Digital Single Market – Radio’s Access to Infrastructure – The Future of Radio is Multi-Platform – 2017

Digital Single Market – Radio’s Access to Infrastructure – The Future of Radio is Multi-Platform

AER continues to support a multi-platform future for radio. As well as analogue broadcast streams and digital broadcast signals the inclusion of other digital means of transmission in radio receivers, such as internet reception, will help to ensure a continuing healthy radio market in Europe. Multi-standard solutions – which would allow all devices to listen to radio throughout the continent – is a positive signal for future developments.

AER supports multi-standard solutions for devices as part of a multi-platform future for radio

In order to fully develop radio on all platforms new radio receivers should also embrace internet radio. New devices such as mobile phones or tablets should be encouraged to integrate and enable analogue and digital broadcast standards with internet radio. The future of radio is multi-standard and multi-platform, leaving flexibility for new business models enabled by actors such as RadioDNS.
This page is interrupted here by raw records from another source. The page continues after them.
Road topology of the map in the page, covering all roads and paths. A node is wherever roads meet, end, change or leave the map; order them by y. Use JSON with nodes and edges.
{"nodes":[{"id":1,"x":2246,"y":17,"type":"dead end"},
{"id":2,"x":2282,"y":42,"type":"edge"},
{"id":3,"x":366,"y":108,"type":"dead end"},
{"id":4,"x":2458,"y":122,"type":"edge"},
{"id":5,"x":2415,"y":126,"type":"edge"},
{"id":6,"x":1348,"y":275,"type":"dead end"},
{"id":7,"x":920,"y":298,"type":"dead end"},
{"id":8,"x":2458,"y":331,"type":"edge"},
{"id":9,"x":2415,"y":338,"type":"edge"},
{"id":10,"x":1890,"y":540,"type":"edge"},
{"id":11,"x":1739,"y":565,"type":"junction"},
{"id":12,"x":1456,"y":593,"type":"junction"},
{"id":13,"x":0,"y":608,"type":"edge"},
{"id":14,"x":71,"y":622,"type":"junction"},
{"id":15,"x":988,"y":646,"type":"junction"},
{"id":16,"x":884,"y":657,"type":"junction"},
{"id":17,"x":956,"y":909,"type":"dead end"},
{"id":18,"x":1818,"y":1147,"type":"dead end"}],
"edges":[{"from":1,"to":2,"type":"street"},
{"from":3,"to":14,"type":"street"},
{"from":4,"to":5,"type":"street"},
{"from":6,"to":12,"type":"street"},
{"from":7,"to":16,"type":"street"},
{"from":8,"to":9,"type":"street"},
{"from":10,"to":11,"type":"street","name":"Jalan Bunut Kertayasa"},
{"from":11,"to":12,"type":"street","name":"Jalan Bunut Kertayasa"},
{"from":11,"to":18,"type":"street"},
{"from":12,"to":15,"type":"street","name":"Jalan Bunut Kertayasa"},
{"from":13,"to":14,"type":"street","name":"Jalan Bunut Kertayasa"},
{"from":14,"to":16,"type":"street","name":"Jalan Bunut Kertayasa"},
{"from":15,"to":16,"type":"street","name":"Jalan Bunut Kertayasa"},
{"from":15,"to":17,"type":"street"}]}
1. Radio’s future is multiplatform

  • Radio remains primarily a broadcast medium – it is still unclear how transmission of radio via internet will develop. From this perspective, in most of Europe, currently and for the foreseeable future, the main viable business model for the majority of existing radios is free-to-air FM broadcasting on band II (87.5-108 MHz). In some EU Member States, listening is still performed by AM. There are approximately 4 to 5 radio receivers in every household in Europe. Besides, during manmade or natural disasters, radio is the first – and possibly the only remaining – tool to inform the public.
  • Radio needs to be on every platform: radio’s future is a mix of broadcasting and internet transmissions – as it has been for the past 50 years, radio is everywhere, mobile, simple-to use, interactive and free-to-air. These features make it the most intimate and most trusted medium (Standard Eurobarometer Survey of Autumn 2014 (EB82)). Listeners need to rely on the ability to receive radio on these same terms in the future, by analogue and digital broadcasting as well as internet transmissions. These means of transmission will all be part of the patchwork of transmission techniques for commercially funded radio in the future. It is therefore essential that any integrated device (phone, tablet, etc.) contains a chip that enables listening to the radio by analogue and digital broadcast as well as online means. When these chips are set on devices, they should be activated.
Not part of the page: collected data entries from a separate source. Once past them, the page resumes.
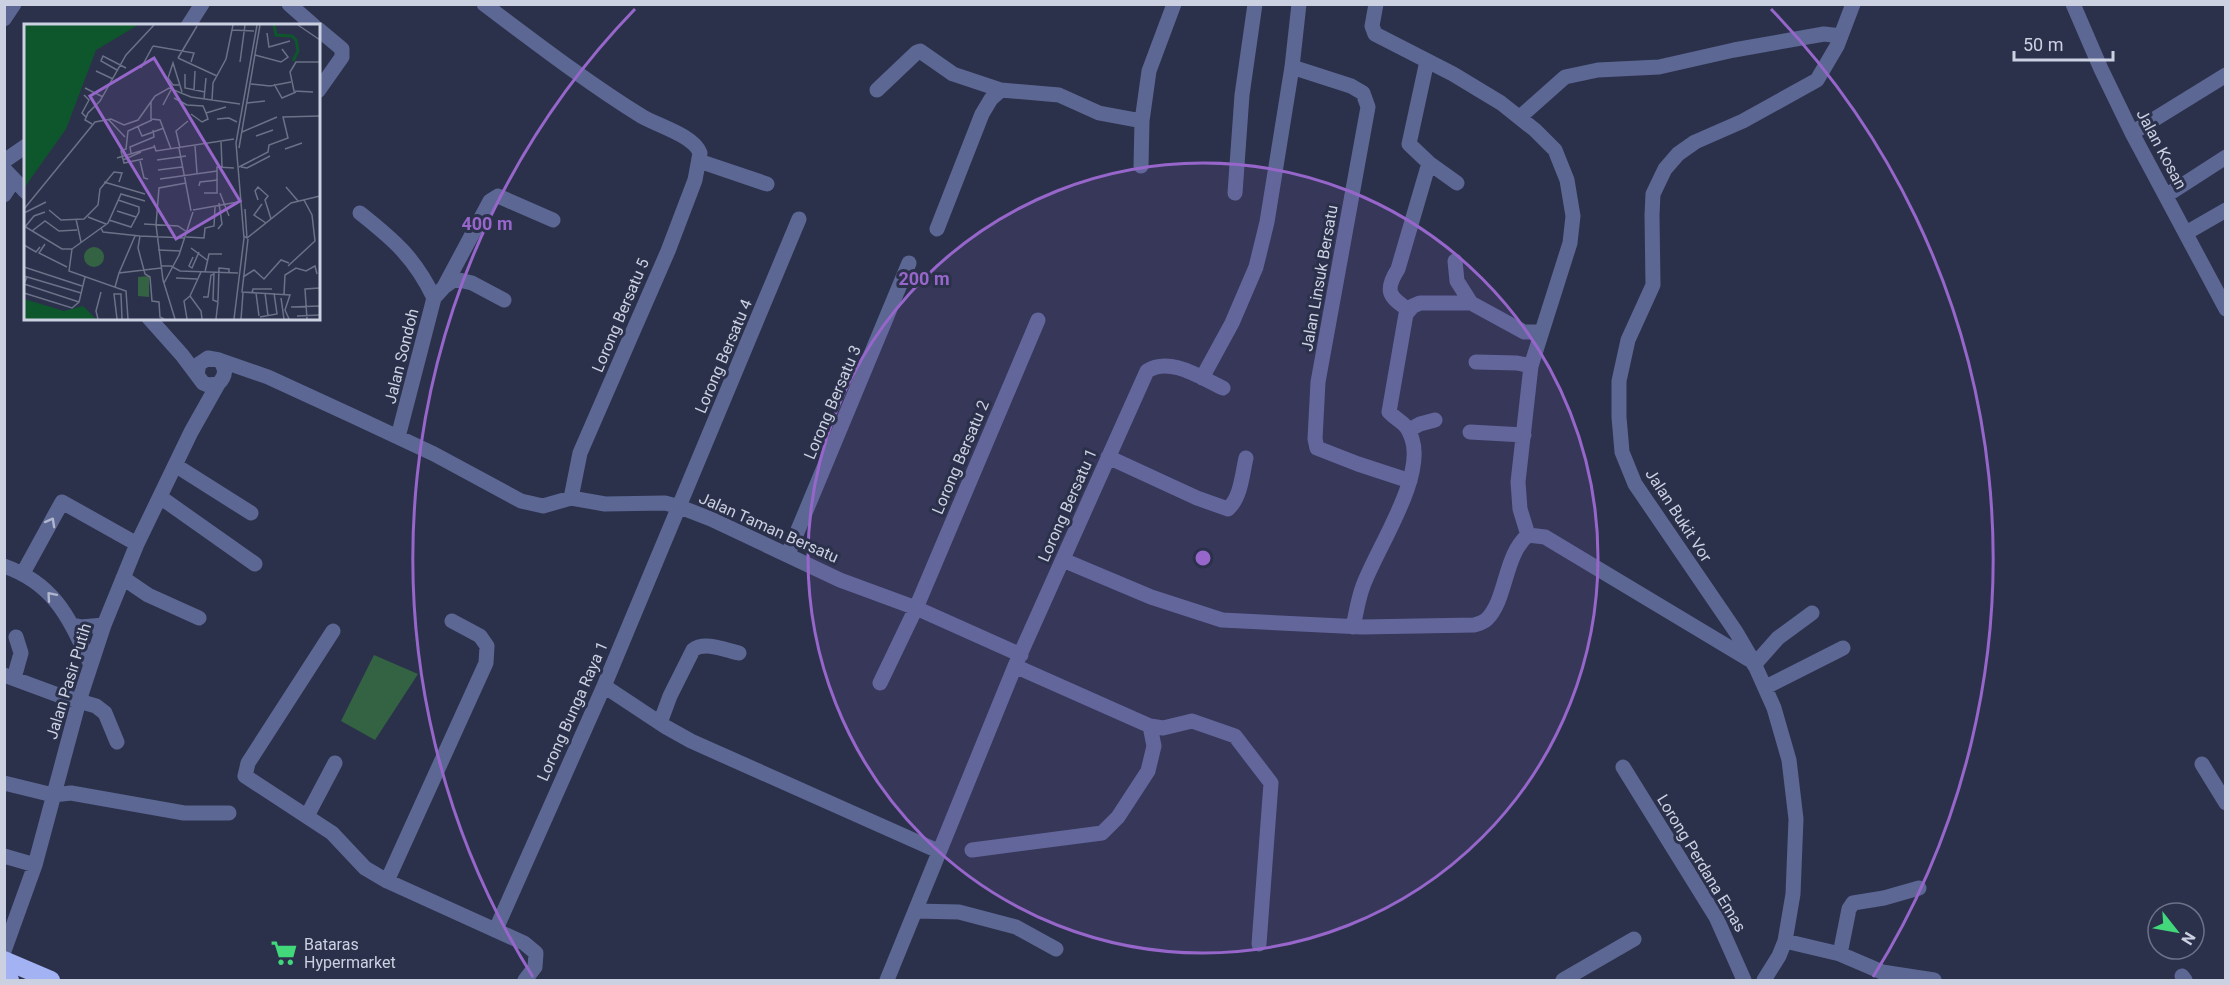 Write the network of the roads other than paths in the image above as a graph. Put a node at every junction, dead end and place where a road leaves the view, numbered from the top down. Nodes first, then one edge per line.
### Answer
1 (14, 4) edge
2 (202, 4) edge
3 (289, 4) edge
4 (484, 4) edge
5 (1174, 4) edge
6 (1255, 4) edge
7 (1299, 4) edge
8 (1377, 4) edge
9 (1853, 4) edge
10 (2073, 4) edge
11 (4, 19) edge
12 (189, 24) edge
13 (312, 24) edge
14 (320, 31) edge
15 (1841, 36) junction
16 (1427, 61) junction
17 (1292, 67) junction
18 (2226, 75) edge
19 (320, 88) edge
20 (877, 90) dead end
21 (1000, 90) junction
22 (1520, 117) junction
23 (1142, 121) junction
24 (2132, 133) junction
25 (24, 147) edge
26 (698, 154) junction
27 (2226, 157) edge
28 (4, 161) edge
29 (1429, 163) junction
30 (1141, 166) dead end
31 (9, 175) edge
32 (1457, 183) dead end
33 (767, 184) dead end
34 (24, 190) edge
35 (1235, 193) dead end
36 (4, 195) edge
37 (2167, 195) junction
38 (2226, 210) edge
39 (360, 213) dead end
40 (800, 219) dead end
41 (553, 220) dead end
42 (937, 229) dead end
43 (2186, 233) junction
44 (1455, 261) dead end
45 (909, 263) dead end
46 (439, 292) junction
47 (504, 300) dead end
48 (2224, 301) edge
49 (1471, 303) junction
50 (1409, 310) junction
51 (151, 320) edge
52 (1038, 320) dead end
53 (161, 330) junction
54 (1541, 332) junction
55 (214, 359) junction
56 (1476, 362) dead end
57 (1531, 366) junction
58 (199, 377) junction
59 (268, 377) junction
60 (1202, 378) junction
61 (220, 382) junction
62 (1223, 388) dead end
63 (1435, 420) dead end
64 (1409, 430) junction
65 (191, 432) junction
66 (1470, 432) dead end
67 (1524, 435) junction
68 (398, 437) junction
69 (1108, 457) junction
70 (1246, 458) dead end
71 (175, 465) junction
72 (1410, 481) junction
73 (160, 497) junction
74 (571, 498) junction
75 (680, 507) junction
76 (250, 513) dead end
77 (1528, 536) junction
78 (137, 544) junction
79 (788, 554) junction
80 (1063, 560) junction
81 (255, 564) dead end
82 (4, 567) edge
83 (23, 573) junction
84 (123, 578) junction
85 (916, 608) junction
86 (1812, 613) dead end
87 (199, 618) dead end
88 (452, 621) dead end
89 (104, 625) junction
90 (73, 626) junction
91 (1353, 627) junction
92 (333, 631) dead end
93 (16, 637) dead end
94 (1843, 648) dead end
95 (739, 653) dead end
96 (1018, 660) junction
97 (90, 663) junction
98 (1754, 663) junction
99 (9, 676) edge
100 (880, 683) dead end
101 (604, 686) junction
102 (1766, 687) junction
103 (79, 701) junction
104 (660, 723) junction
105 (1150, 726) junction
106 (117, 742) dead end
107 (335, 763) dead end
108 (2202, 764) dead end
109 (1623, 767) dead end
110 (4, 783) edge
111 (53, 795) junction
112 (2226, 803) edge
113 (229, 813) dead end
114 (307, 816) junction
115 (972, 850) dead end
116 (938, 851) junction
117 (4, 856) edge
118 (35, 865) junction
119 (387, 880) junction
120 (1919, 888) dead end
121 (915, 911) junction
122 (496, 928) junction
123 (1634, 939) dead end
124 (1785, 940) junction
125 (1259, 944) dead end
126 (1056, 949) dead end
127 (4, 951) edge
128 (1840, 954) junction
129 (4, 960) edge
130 (4, 966) edge
131 (10, 981) edge
132 (51, 981) edge
133 (525, 981) edge
134 (887, 981) edge
135 (1563, 981) edge
136 (1744, 981) edge
137 (1764, 981) edge
138 (1934, 981) edge

1 - 11 street
2 - 12 street
3 - 13 street
4 - 26 street
5 - 23 street
6 - 35 street
7 - 17 street
8 - 16 street
9 - 15 street, Jalan Bukit Vor
10 - 24 street, Jalan Kosan
14 - 19 street
15 - 22 street
15 - 98 street, Jalan Bukit Vor
16 - 22 street
16 - 29 street
17 - 60 street
17 - 72 street, Jalan Linsuk Bersatu
18 - 24 street
20 - 21 street
21 - 23 street
21 - 42 street
22 - 54 street
23 - 30 street
24 - 37 street, Jalan Kosan
25 - 28 street
26 - 33 street
26 - 74 street, Lorong Bersatu 5
27 - 37 street
29 - 32 street
29 - 50 street
31 - 34 street
31 - 36 street
37 - 43 street, Jalan Kosan
38 - 43 street
39 - 46 street
40 - 75 street, Lorong Bersatu 4
41 - 46 street, Jalan Sondoh
43 - 48 street, Jalan Kosan
44 - 49 street
45 - 79 street, Lorong Bersatu 3
46 - 47 street
46 - 68 street, Jalan Sondoh
49 - 50 street
49 - 54 street
50 - 64 street
51 - 53 street
52 - 85 street, Lorong Bersatu 2
53 - 55 street, Jalan Taman Bersatu
53 - 58 street
54 - 57 street
55 - 58 street
55 - 59 street, Jalan Taman Bersatu
55 - 61 street
56 - 57 street
57 - 67 street
58 - 61 street
58 - 65 street, Jalan Pasir Putih
59 - 61 street, Jalan Taman Bersatu
59 - 68 street, Jalan Taman Bersatu
60 - 62 street
60 - 69 street, Lorong Bersatu 1
61 - 65 street, Jalan Pasir Putih
63 - 64 street
64 - 72 street
65 - 71 street, Jalan Pasir Putih
66 - 67 street
67 - 77 street
68 - 74 street, Jalan Taman Bersatu
69 - 70 street
69 - 80 street, Lorong Bersatu 1
71 - 73 street, Jalan Pasir Putih
71 - 76 street
72 - 91 street
73 - 78 street, Jalan Pasir Putih
73 - 81 street
74 - 75 street, Jalan Taman Bersatu
75 - 79 street, Jalan Taman Bersatu
75 - 101 street, Lorong Bunga Raya 1
77 - 91 street
77 - 98 street
83 -> 78 street
78 - 84 street, Jalan Pasir Putih
79 - 85 street, Jalan Taman Bersatu
80 - 91 street
80 - 96 street, Lorong Bersatu 1
82 - 83 street
90 -> 83 street
84 - 87 street
84 - 89 street, Jalan Pasir Putih
85 - 96 street, Jalan Taman Bersatu
85 - 100 street, Lorong Bersatu 2
86 - 98 street
88 - 119 street
89 - 90 street
89 - 97 street, Jalan Pasir Putih
90 - 97 street
92 - 114 street
93 - 99 street
94 - 102 street
95 - 104 street
96 - 105 street, Jalan Taman Bersatu
96 - 116 street, Lorong Bersatu 1
97 - 103 street, Jalan Pasir Putih
98 - 102 street, Jalan Bukit Vor
99 - 103 street
101 - 104 street
101 - 122 street, Lorong Bunga Raya 1
102 - 124 street, Jalan Bukit Vor
103 - 106 street
103 - 111 street, Jalan Pasir Putih
104 - 116 street
105 - 115 street
105 - 125 street
107 - 114 street
108 - 112 street
109 - 136 street, Lorong Perdana Emas
110 - 111 street
111 - 113 street
111 - 118 street, Jalan Pasir Putih
114 - 119 street
116 - 121 street, Lorong Bersatu 1
117 - 118 street
118 - 127 street, Jalan Pasir Putih
119 - 122 street
120 - 128 street
121 - 126 street
121 - 134 street, Lorong Bersatu 1
122 - 133 street
123 - 135 street
124 - 128 street
124 - 137 street, Jalan Bukit Vor
128 - 138 street
129 - 132 highway
130 - 131 highway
2. Radio’s best regulatory conditions ensuring access to infrastructure

  • Radio is local, regional or national: regulatory decisions should continue to be taken at the same level – national radio frequency landscapes and national radio broadcasting markets are different, with divergent plans for digitisation, diverse social, cultural and historical characteristics and with distinct market structures and needs. Consequently, further coordination at EU level of spectrum management on the bands used by radio does not seem necessary, or appropriate.
  • Radio’s access to bands II and III as a primary and unique user is paramount to ensure a healthy future for radio – as broadcasting is and will remain the backbone for all radio transmissions, it is essential that radios’ access to the bands mentioned above is preserved. Most commercially funded radios are SMEs. They are in no position to compete with other market players for spectrum. There should be no market-based approaches for spectrum management of radio bands.
  • No EU switch-off date for analogue radio broadcasting services should be envisaged – across the EU, plans to migrate from analogue technology to digital broadcast technology are being actively discussed and tested. Decisions on whether to proceed and the appropriate time-frame should be left to each national industry.
  • The open internet must remain open – when radio is listened to online, the quality of services provided should be at least equal to broadcasting on-air: uninterrupted transmission of programmes. However, commercial radios are, in their vast majority, SMEs: they are in no position to financially compete for access to the internet with other market players. There should be no restriction created by introducing new categories within the open internet and as a consequence set obstacles to “best effort” and media pluralism in the long term.
  • Radios must be found online – it must be easy to find radios in an online environment: a must-be-found principle could be applied for radio online. At least, and given the fact that search engines constitute essential facilities online, search results should objectively reflect the search request, without undue (commercial) influence on these results. Search results should equally not end up privileging services owned, administered or controlled, in whole or in part, by search engines.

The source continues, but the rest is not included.